Pläne der Landeskirchen zur Durchführung der Friedensdekade 1981
27. Oktober 1981
Information Nr. 541/81 über Pläne und Absichten der Evangelischen Kirchen in der DDR im Zusammenhang mit der Durchführung einer sogenannten Friedensdekade vom 8. bis 18. November 1981
In der Zeit vom 8. bis 18. November 1981 führen die Evangelischen Kirchen in der DDR – analog den Aktivitäten im Jahre 1980 – eine sogenannte Friedensdekade1 unter dem Thema »Gerechtigkeit – Abrüstung – Frieden« durch.

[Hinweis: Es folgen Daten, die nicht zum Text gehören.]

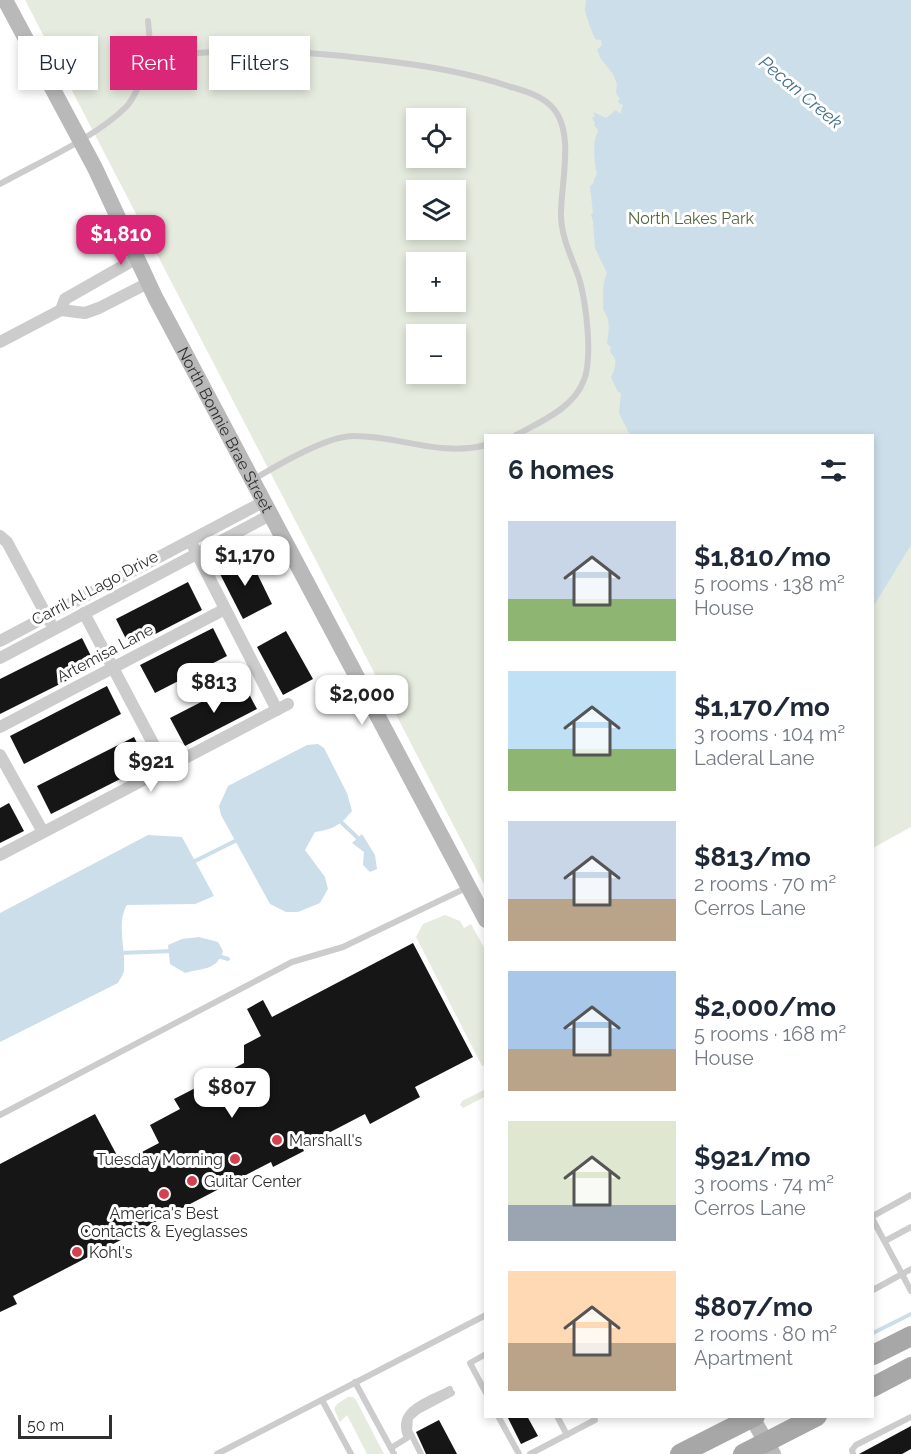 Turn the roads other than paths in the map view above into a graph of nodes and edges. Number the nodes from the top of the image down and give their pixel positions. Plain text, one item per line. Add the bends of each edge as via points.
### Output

Grundlage dafür ist ein Beschluss der Konferenz der Evangelischen Kirchenleitungen2 aus dem Jahre 1978 über die Notwendigkeit, mit kirchlichen Veranstaltungen und Gottesdiensten die »weitere gemeinsame Verantwortung der Kirchen in beiden deutschen Staaten für den Frieden sichtbar zum Ausdruck zu bringen«.

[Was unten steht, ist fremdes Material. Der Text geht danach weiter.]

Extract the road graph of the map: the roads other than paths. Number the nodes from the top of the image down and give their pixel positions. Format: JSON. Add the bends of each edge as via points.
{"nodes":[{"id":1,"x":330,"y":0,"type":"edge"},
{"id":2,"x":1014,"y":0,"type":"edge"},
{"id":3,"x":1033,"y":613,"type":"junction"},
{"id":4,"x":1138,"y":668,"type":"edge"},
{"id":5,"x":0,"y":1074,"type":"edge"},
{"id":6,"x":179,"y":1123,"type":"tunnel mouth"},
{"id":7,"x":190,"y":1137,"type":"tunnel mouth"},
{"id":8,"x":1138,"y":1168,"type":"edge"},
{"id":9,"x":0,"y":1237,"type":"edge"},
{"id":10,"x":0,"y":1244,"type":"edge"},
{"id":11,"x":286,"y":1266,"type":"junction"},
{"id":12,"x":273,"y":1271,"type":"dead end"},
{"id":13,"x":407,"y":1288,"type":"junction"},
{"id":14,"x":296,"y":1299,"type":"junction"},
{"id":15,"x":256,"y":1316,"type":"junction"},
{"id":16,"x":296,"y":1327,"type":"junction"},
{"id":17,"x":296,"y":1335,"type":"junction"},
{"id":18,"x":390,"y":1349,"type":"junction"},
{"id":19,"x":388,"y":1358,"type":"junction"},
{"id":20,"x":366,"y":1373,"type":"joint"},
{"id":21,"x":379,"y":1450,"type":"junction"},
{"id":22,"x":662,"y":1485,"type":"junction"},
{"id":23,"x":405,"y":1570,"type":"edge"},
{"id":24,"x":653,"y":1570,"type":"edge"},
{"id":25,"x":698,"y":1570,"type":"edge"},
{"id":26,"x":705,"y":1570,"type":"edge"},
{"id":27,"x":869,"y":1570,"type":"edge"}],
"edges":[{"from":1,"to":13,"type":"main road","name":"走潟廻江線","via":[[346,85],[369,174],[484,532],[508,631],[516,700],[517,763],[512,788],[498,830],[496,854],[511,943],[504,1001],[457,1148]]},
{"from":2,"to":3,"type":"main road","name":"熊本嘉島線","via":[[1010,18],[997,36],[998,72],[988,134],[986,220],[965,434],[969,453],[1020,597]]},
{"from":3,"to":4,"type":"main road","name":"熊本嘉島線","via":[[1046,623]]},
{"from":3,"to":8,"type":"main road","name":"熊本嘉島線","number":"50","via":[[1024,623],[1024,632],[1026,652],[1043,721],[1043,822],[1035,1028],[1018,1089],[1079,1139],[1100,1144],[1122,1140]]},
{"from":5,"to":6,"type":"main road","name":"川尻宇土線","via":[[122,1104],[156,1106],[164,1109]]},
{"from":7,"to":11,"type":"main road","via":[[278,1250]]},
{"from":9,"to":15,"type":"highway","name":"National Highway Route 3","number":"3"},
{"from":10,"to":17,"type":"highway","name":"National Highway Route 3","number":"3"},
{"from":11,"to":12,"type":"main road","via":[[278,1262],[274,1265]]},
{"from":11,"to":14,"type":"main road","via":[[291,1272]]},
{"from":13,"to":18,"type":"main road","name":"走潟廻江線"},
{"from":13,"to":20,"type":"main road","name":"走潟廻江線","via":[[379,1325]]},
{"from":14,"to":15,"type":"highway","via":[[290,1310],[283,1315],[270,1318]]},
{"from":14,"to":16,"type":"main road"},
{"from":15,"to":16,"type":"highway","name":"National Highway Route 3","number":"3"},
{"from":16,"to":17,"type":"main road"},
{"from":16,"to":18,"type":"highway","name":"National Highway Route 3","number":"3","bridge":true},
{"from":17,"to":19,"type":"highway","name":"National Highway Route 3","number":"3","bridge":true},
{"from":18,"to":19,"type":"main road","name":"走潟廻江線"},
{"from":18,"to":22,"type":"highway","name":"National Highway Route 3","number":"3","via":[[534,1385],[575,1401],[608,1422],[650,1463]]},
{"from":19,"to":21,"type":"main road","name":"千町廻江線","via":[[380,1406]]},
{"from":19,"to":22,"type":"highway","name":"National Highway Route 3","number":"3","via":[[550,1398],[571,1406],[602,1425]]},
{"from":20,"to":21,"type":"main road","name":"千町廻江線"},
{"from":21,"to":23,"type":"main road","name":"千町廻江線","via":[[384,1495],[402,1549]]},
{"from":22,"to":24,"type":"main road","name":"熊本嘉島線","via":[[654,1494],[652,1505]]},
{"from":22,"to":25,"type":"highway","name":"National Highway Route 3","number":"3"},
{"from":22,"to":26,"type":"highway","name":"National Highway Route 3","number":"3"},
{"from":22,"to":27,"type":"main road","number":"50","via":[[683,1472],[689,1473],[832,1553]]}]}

Die diesjährige »Friedensdekade« ist nach Empfehlung des Bundes der Evangelischen Kirchen in der DDR3 zu nutzen, um »das Nachdenken und Handeln in den Gemeinden über Abrüstung, Gerechtigkeit und Frieden auch in Zukunft zu verstärken«.

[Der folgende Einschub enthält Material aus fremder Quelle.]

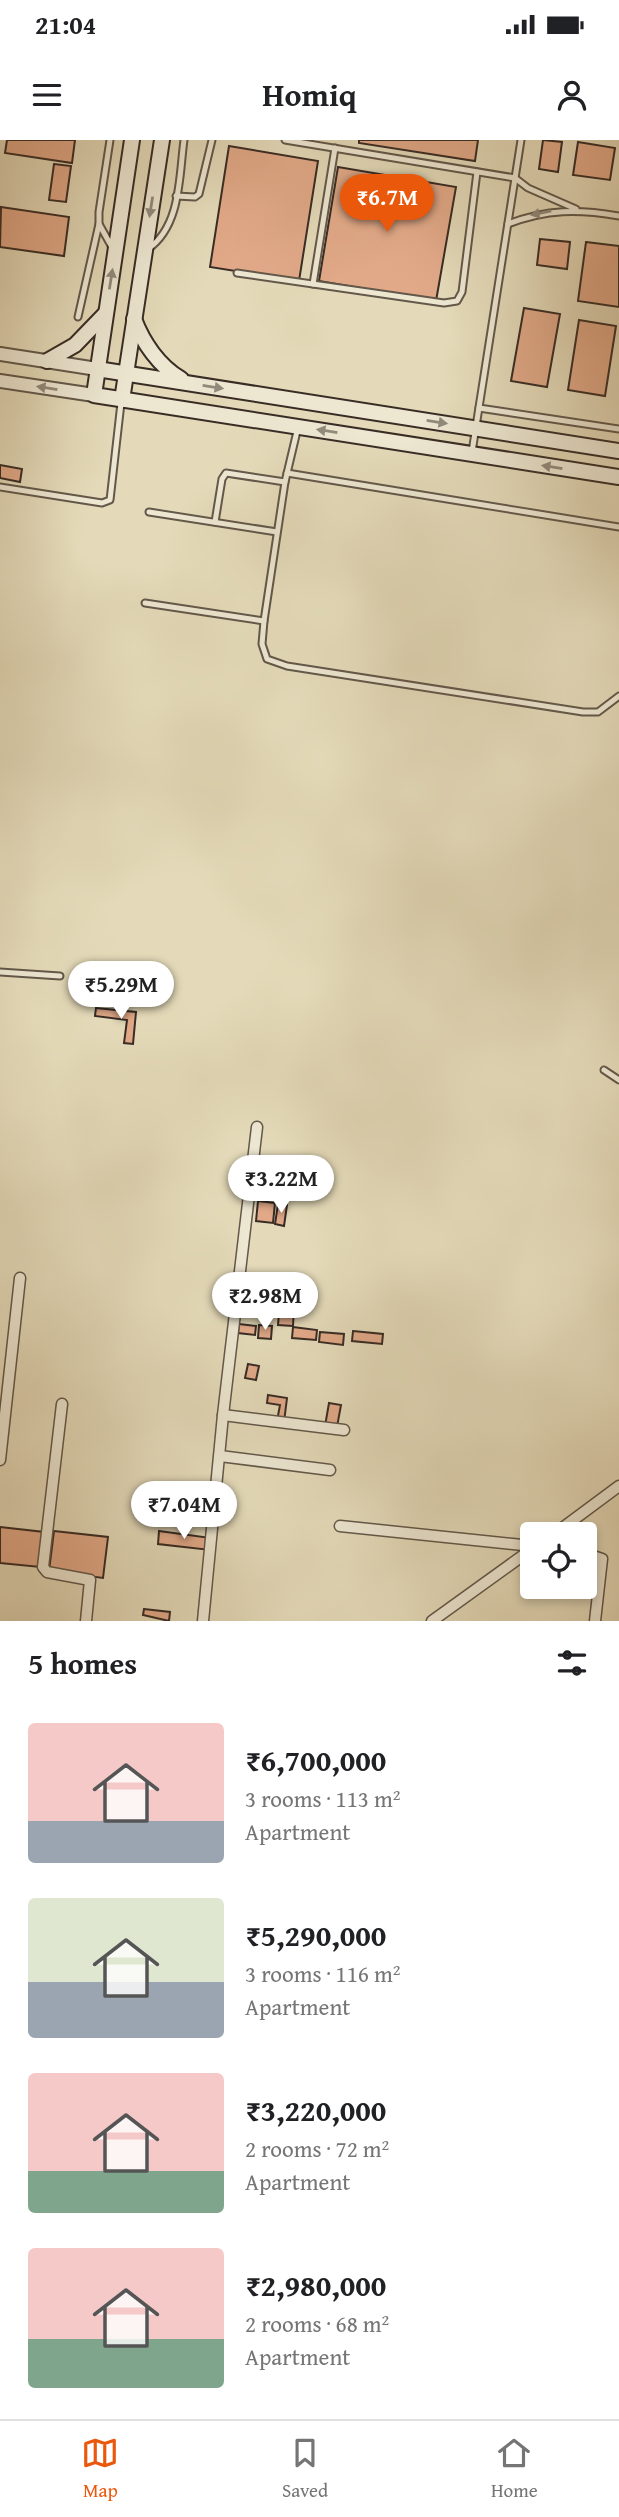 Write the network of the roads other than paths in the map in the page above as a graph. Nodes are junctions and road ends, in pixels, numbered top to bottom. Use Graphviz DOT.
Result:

Durch das Sekretariat des Bundes der Evangelischen Kirchen in der DDR wurde für die verschiedensten Gemeindeveranstaltungen ein Arbeitsmaterial herausgegeben, das von einer Vorbereitungsgruppe der »Arbeitsgemeinschaft Christliche Jugend« (AGCJ) erarbeitet worden ist. In dieser Vorbereitungsgruppe sind Mitarbeiter der Kommission kirchliche Jugendarbeit beim Sekretariat des Bundes der Evangelischen Kirchen in der DDR sowie Vertreter der kirchlichen Jugendarbeit der Evangelischen Landes- und Freikirchen in der DDR4 vertreten. In diesem Arbeitsmaterial wird die im Rahmen der »Friedensdekade 1980« durch Vertreter des Bundes der Evangelischen Kirchen in der DDR und der »Evangelischen Kirche Deutschlands« (BRD) erarbeitete Gottesdienstordnung erneut zur Durchführung kirchlicher Gemeindeveranstaltungen empfohlen.
Wie aus dem Arbeitsmaterial weiter hervorgeht, ist es das Ziel der »Friedensdekade 1981«, »unterschiedliche Herausforderungen für die Christen in der DDR anzubieten, sich an der weltweiten Diskussion und an den unausweichlichen Aktionen für Abrüstung, Gerechtigkeit und Frieden zu beteiligen«. Dies verlange Informationen, »die zur Position führt und […] sachorientiert an dem aktiven Kampf gegen Gewalt, Unterdrückung und Aufrüstung teilnehmen lässt«.
Sich auf Aussagen von Bischof i. R. Schönherr5 und Albert Einstein beziehend, wird im Arbeitsmaterial weiter darauf verwiesen, dass durch Informationen, Anleitungen zu Aktionen und Gottesdiensten die Frage beantwortet werden solle, wie man ein politisch verantwortungsvoller Christ werden könne.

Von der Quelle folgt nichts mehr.